**Exercise description**
Report the number of lines in the records below that contain the word "вулиця", and nothing more.

Collected data:
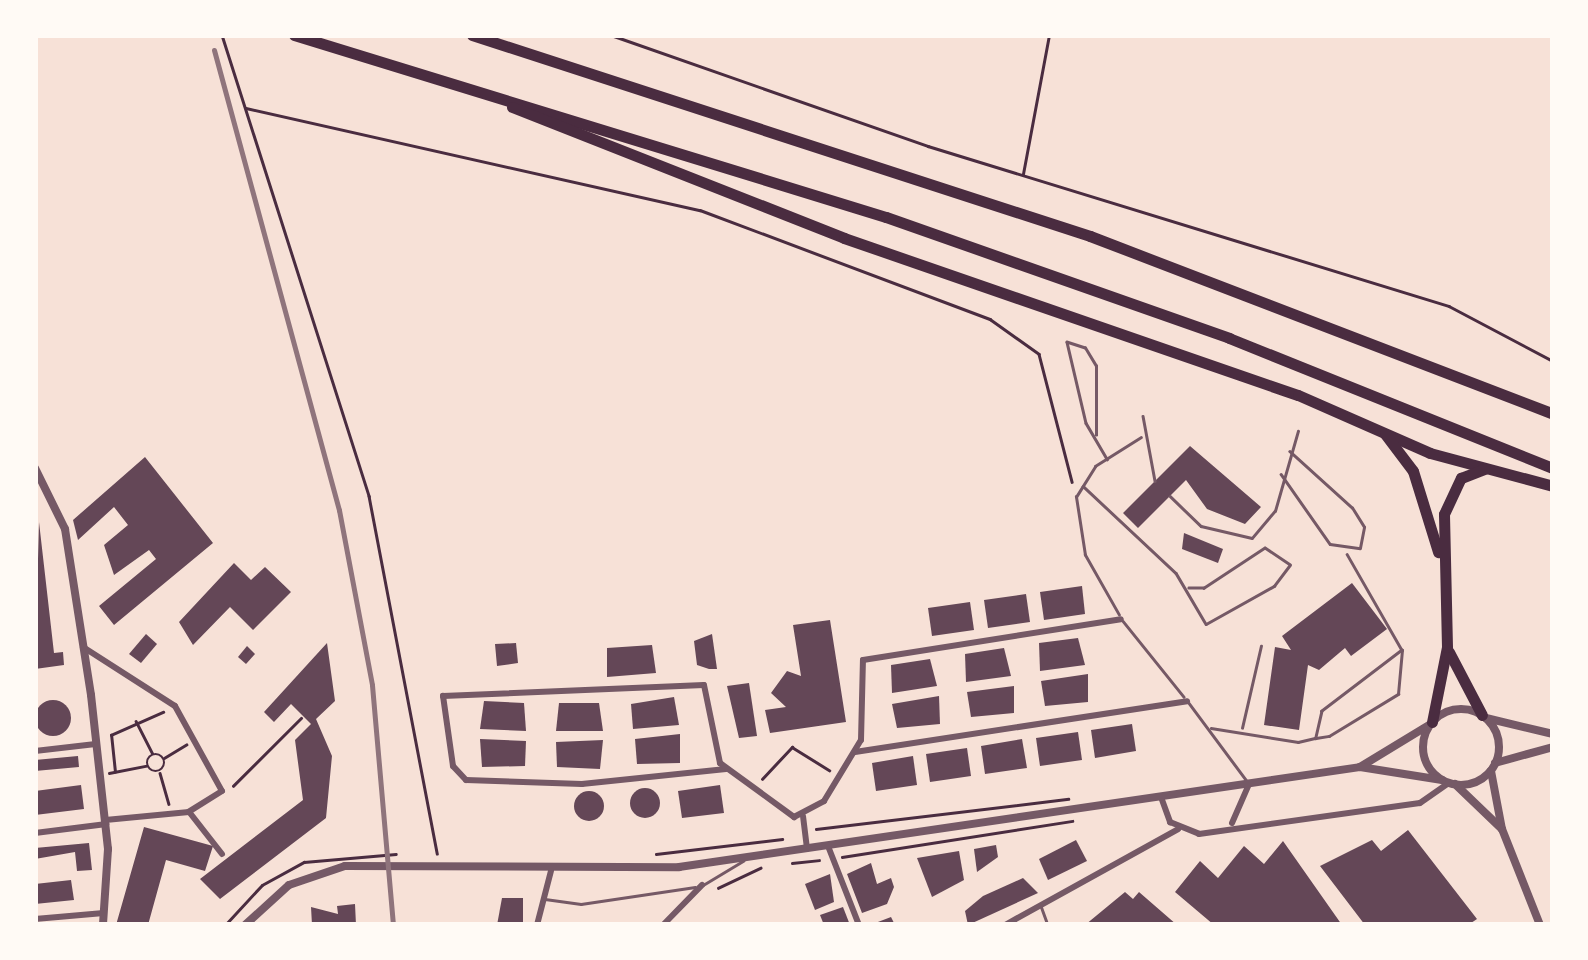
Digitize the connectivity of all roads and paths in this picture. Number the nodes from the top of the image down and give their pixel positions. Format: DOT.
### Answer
graph roads {
  1 [pos="222,35"];
  2 [pos="294,35"];
  3 [pos="472,35"];
  4 [pos="611,35"];
  5 [pos="1049,35"];
  6 [pos="452,83"];
  7 [pos="246,108"];
  8 [pos="1022,176"];
  9 [pos="1553,361"];
  10 [pos="1553,414"];
  11 [pos="1143,416"];
  12 [pos="1298,431"];
  13 [pos="1382,431"];
  14 [pos="1096,434"];
  15 [pos="1141,437"];
  16 [pos="1290,452"];
  17 [pos="1106,460"];
  18 [pos="35,468"];
  19 [pos="1490,468"];
  20 [pos="1553,468"];
  21 [pos="1281,474"];
  22 [pos="1155,481"];
  23 [pos="1083,486"];
  24 [pos="1553,486"];
  25 [pos="1170,496"];
  26 [pos="1076,497"];
  27 [pos="1346,552"];
  28 [pos="1442,564"];
  29 [pos="1189,588"];
  30 [pos="1121,619"];
  31 [pos="1261,646"];
  32 [pos="84,647"];
  33 [pos="1447,647"];
  34 [pos="1402,650"];
  35 [pos="1187,701"];
  36 [pos="164,712"];
  37 [pos="1484,717"];
  38 [pos="300,718"];
  39 [pos="137,723"];
  40 [pos="1431,723"];
  41 [pos="1209,728"];
  42 [pos="1242,730"];
  43 [pos="1553,734"];
  44 [pos="1316,738"];
  45 [pos="196,739"];
  46 [pos="96,744"];
  47 [pos="1553,747"];
  48 [pos="35,751"];
  49 [pos="855,752"];
  50 [pos="153,754"];
  51 [pos="164,758"];
  52 [pos="147,766"];
  53 [pos="1360,767"];
  54 [pos="1493,767"];
  55 [pos="726,769"];
  56 [pos="160,772"];
  57 [pos="838,778"];
  58 [pos="1449,782"];
  59 [pos="1249,784"];
  60 [pos="222,791"];
  61 [pos="754,794"];
  62 [pos="1161,797"];
  63 [pos="1070,810"];
  64 [pos="190,812"];
  65 [pos="171,814"];
  66 [pos="803,816"];
  67 [pos="106,822"];
  68 [pos="1231,824"];
  69 [pos="1502,828"];
  70 [pos="1178,829"];
  71 [pos="805,831"];
  72 [pos="35,833"];
  73 [pos="828,846"];
  74 [pos="807,849"];
  75 [pos="222,854"];
  76 [pos="324,856"];
  77 [pos="646,856"];
  78 [pos="750,857"];
  79 [pos="833,859"];
  80 [pos="780,864"];
  81 [pos="763,866"];
  82 [pos="439,867"];
  83 [pos="551,871"];
  84 [pos="705,884"];
  85 [pos="544,898"];
  86 [pos="1040,905"];
  87 [pos="104,913"];
  88 [pos="35,919"];
  89 [pos="102,925"];
  90 [pos="226,925"];
  91 [pos="244,925"];
  92 [pos="536,925"];
  93 [pos="663,925"];
  94 [pos="859,925"];
  95 [pos="1006,925"];
  96 [pos="1048,925"];
  97 [pos="1540,925"];
  1 -- 7 [label="path"];
  2 -- 6 [label="highway"];
  3 -- 10 [label="highway"];
  4 -- 8 [label="path"];
  5 -- 8 [label="path"];
  6 -- 13 [label="highway"];
  6 -- 20 [label="highway"];
  7 -- 26 [label="path"];
  7 -- 82 [label="path"];
  8 -- 9 [label="path"];
  11 -- 15 [label="lane"];
  12 -- 16 [label="lane"];
  13 -- 19 [label="highway"];
  13 -- 28 [label="highway"];
  14 -- 14 [label="lane"];
  14 -- 17 [label="lane"];
  15 -- 17 [label="lane"];
  15 -- 22 [label="lane"];
  16 -- 21 [label="lane"];
  16 -- 27 [label="lane"];
  17 -- 23 [label="lane"];
  18 -- 32 [label="street"];
  19 -- 24 [label="highway"];
  19 -- 28 [label="highway"];
  21 -- 25 [label="lane"];
  21 -- 27 [label="lane"];
  23 -- 26 [label="lane"];
  23 -- 29 [label="lane"];
  26 -- 30 [label="lane"];
  27 -- 34 [label="lane"];
  28 -- 33 [label="highway"];
  29 -- 29 [label="lane"];
  30 -- 35 [label="lane"];
  30 -- 49 [label="street"];
  31 -- 42 [label="lane"];
  32 -- 45 [label="street"];
  32 -- 46 [label="street"];
  33 -- 37 [label="highway"];
  33 -- 40 [label="highway"];
  34 -- 44 [label="lane"];
  34 -- 44 [label="lane"];
  35 -- 41 [label="lane"];
  35 -- 49 [label="street"];
  36 -- 39 [label="path"];
  37 -- 40 [label="street"];
  37 -- 43 [label="street"];
  37 -- 54 [label="street"];
  38 -- 60 [label="path"];
  39 -- 50 [label="path"];
  39 -- 52 [label="path"];
  40 -- 53 [label="street"];
  40 -- 58 [label="street"];
  41 -- 42 [label="lane"];
  41 -- 59 [label="lane"];
  42 -- 44 [label="lane"];
  45 -- 51 [label="path"];
  45 -- 60 [label="street"];
  46 -- 48 [label="street"];
  46 -- 67 [label="street"];
  47 -- 54 [label="street"];
  49 -- 57 [label="street"];
  50 -- 51 [label="path"];
  50 -- 52 [label="path"];
  51 -- 56 [label="path"];
  52 -- 56 [label="path"];
  53 -- 58 [label="street"];
  53 -- 59 [label="street"];
  54 -- 58 [label="street"];
  54 -- 69 [label="street"];
  55 -- 55 [label="street"];
  55 -- 61 [label="street"];
  56 -- 65 [label="path"];
  57 -- 61 [label="path"];
  57 -- 66 [label="street"];
  58 -- 68 [label="street"];
  58 -- 69 [label="street"];
  59 -- 62 [label="street"];
  59 -- 68 [label="street"];
  60 -- 64 [label="street"];
  61 -- 66 [label="street"];
  62 -- 63 [label="street"];
  62 -- 70 [label="street"];
  63 -- 71 [label="path"];
  63 -- 73 [label="street"];
  63 -- 79 [label="path"];
  64 -- 65 [label="street"];
  64 -- 75 [label="street"];
  65 -- 67 [label="street"];
  66 -- 71 [label="street"];
  67 -- 72 [label="street"];
  67 -- 87 [label="street"];
  68 -- 70 [label="street"];
  69 -- 97 [label="street"];
  70 -- 86 [label="street"];
  71 -- 74 [label="street"];
  71 -- 77 [label="path"];
  73 -- 74 [label="street"];
  73 -- 79 [label="street"];
  74 -- 78 [label="street"];
  76 -- 90 [label="path"];
  78 -- 83 [label="street"];
  78 -- 84 [label="lane"];
  79 -- 80 [label="path"];
  79 -- 94 [label="street"];
  81 -- 84 [label="path"];
  82 -- 83 [label="street"];
  82 -- 91 [label="street"];
  83 -- 85 [label="street"];
  84 -- 85 [label="lane"];
  84 -- 93 [label="street"];
  85 -- 92 [label="street"];
  86 -- 95 [label="street"];
  86 -- 96 [label="lane"];
  87 -- 88 [label="street"];
  87 -- 89 [label="street"];
}
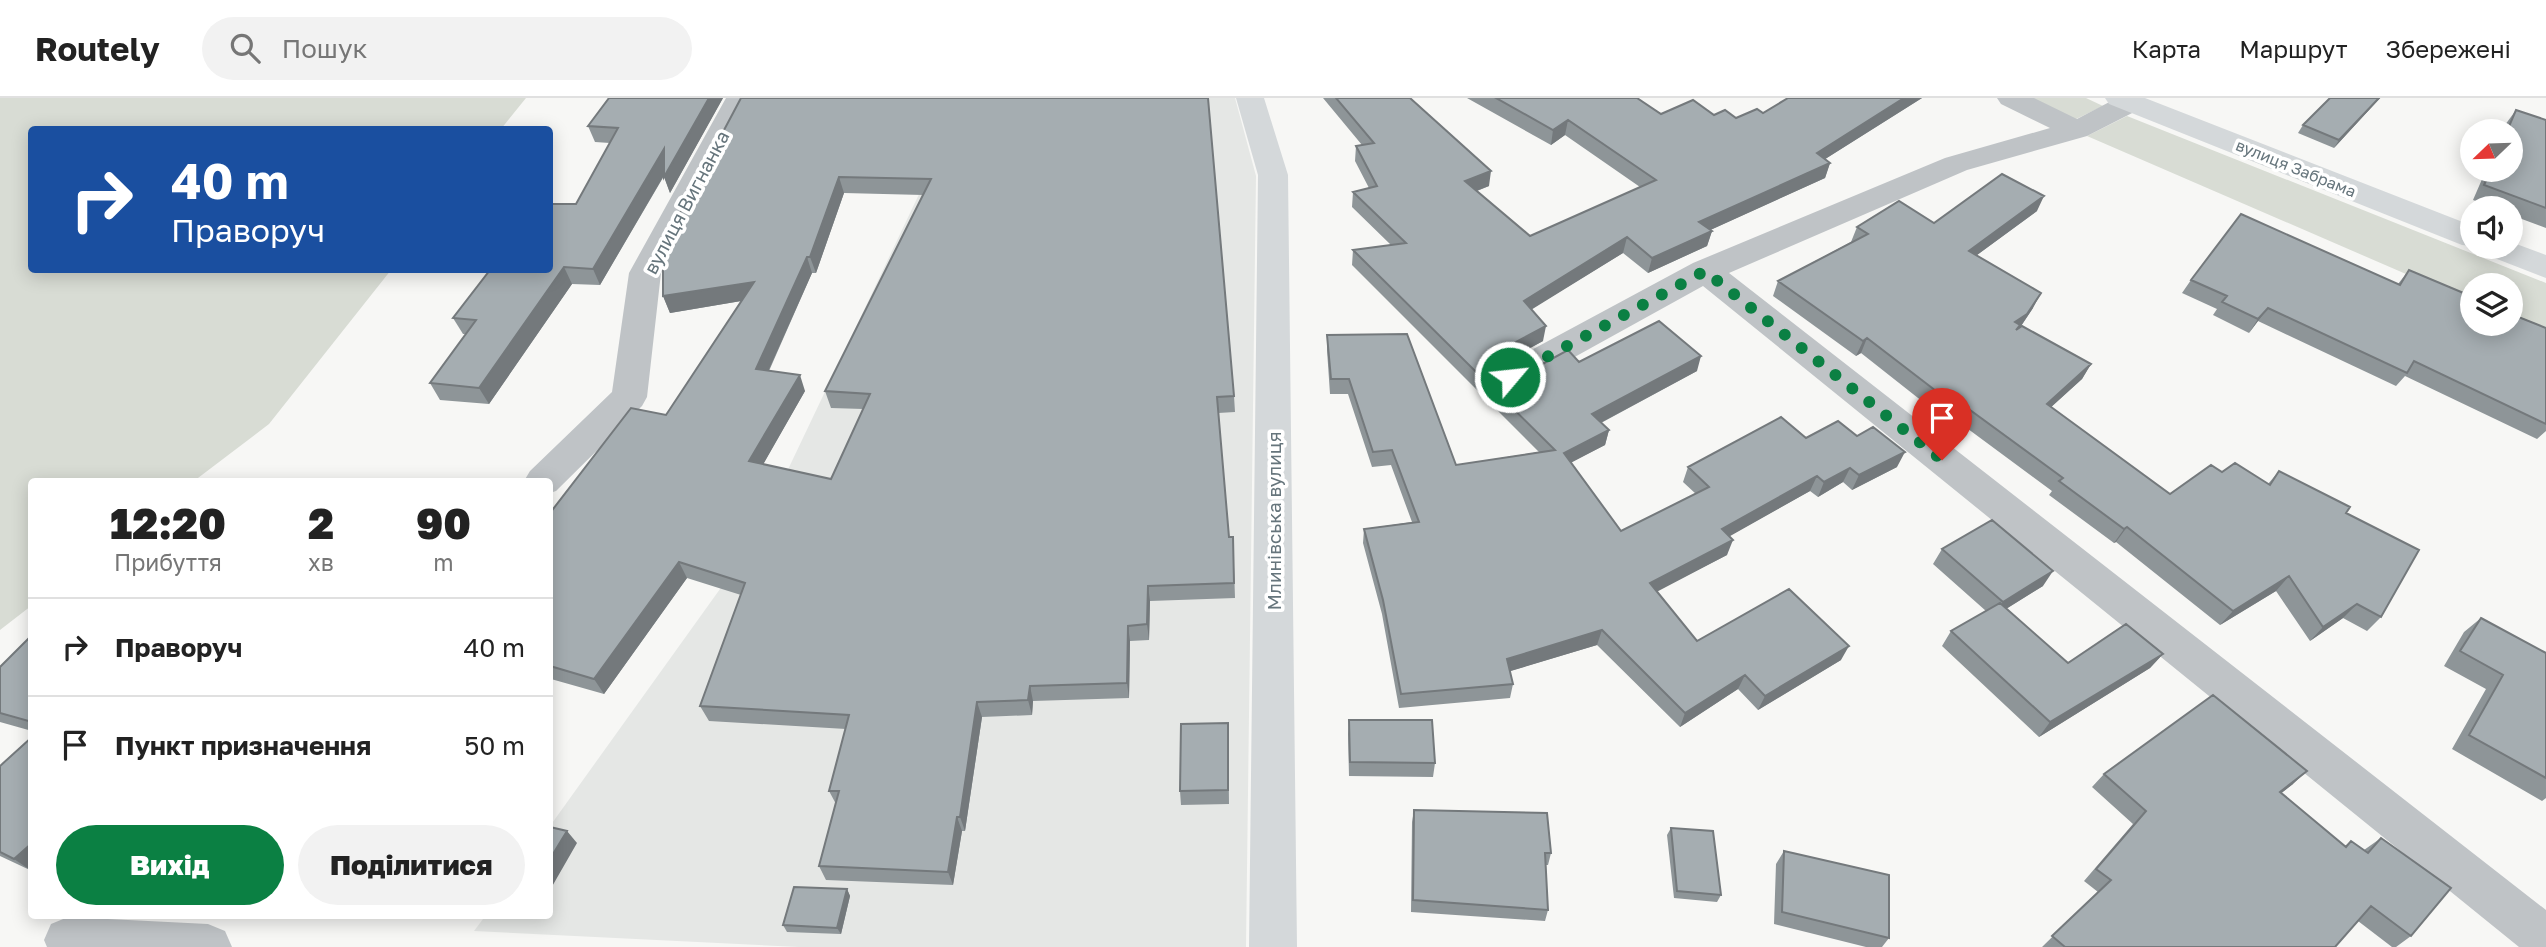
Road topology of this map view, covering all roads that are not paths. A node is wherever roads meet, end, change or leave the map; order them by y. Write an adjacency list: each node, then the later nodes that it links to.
1 (740, 98): 11 (street, вулиця Вигнанка)
2 (1250, 98): 15 (main road, Млинівська вулиця)
3 (2011, 98): 5 (street)
4 (2124, 101): 5 (street); 6 (main road, вулиця Забрама)
5 (2077, 130): 9 (street)
6 (2460, 233)
7 (2523, 258): 8 (main road)
8 (2546, 267)
9 (1705, 271): 10 (street); 13 (street)
10 (1510, 377)
11 (545, 478)
12 (74, 934): 14 (street)
13 (2546, 939)
14 (208, 947)
15 (1273, 947)

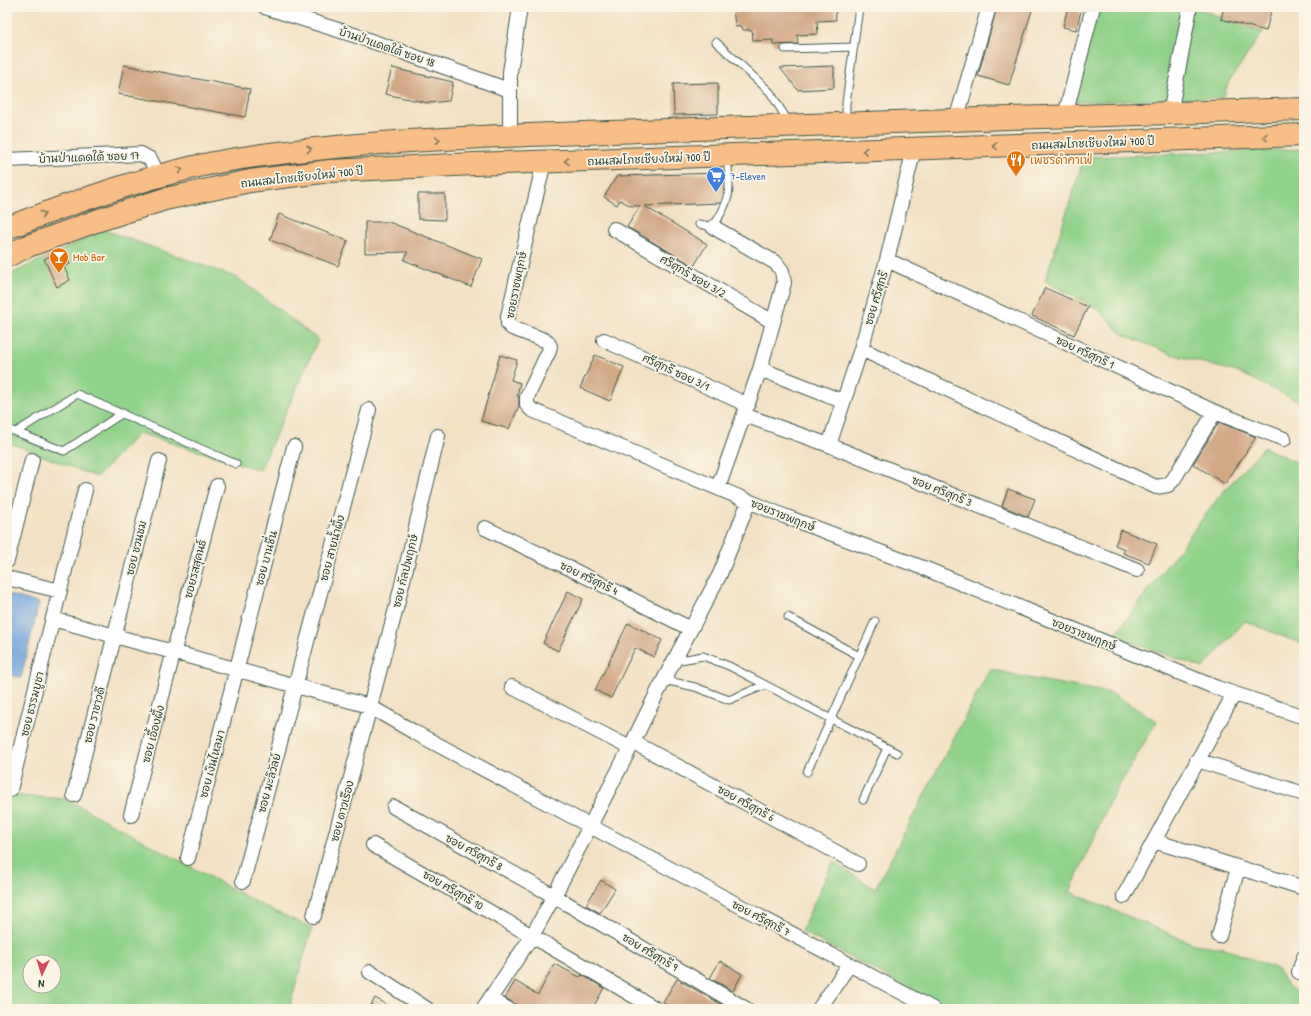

**Answer for this exercise**
3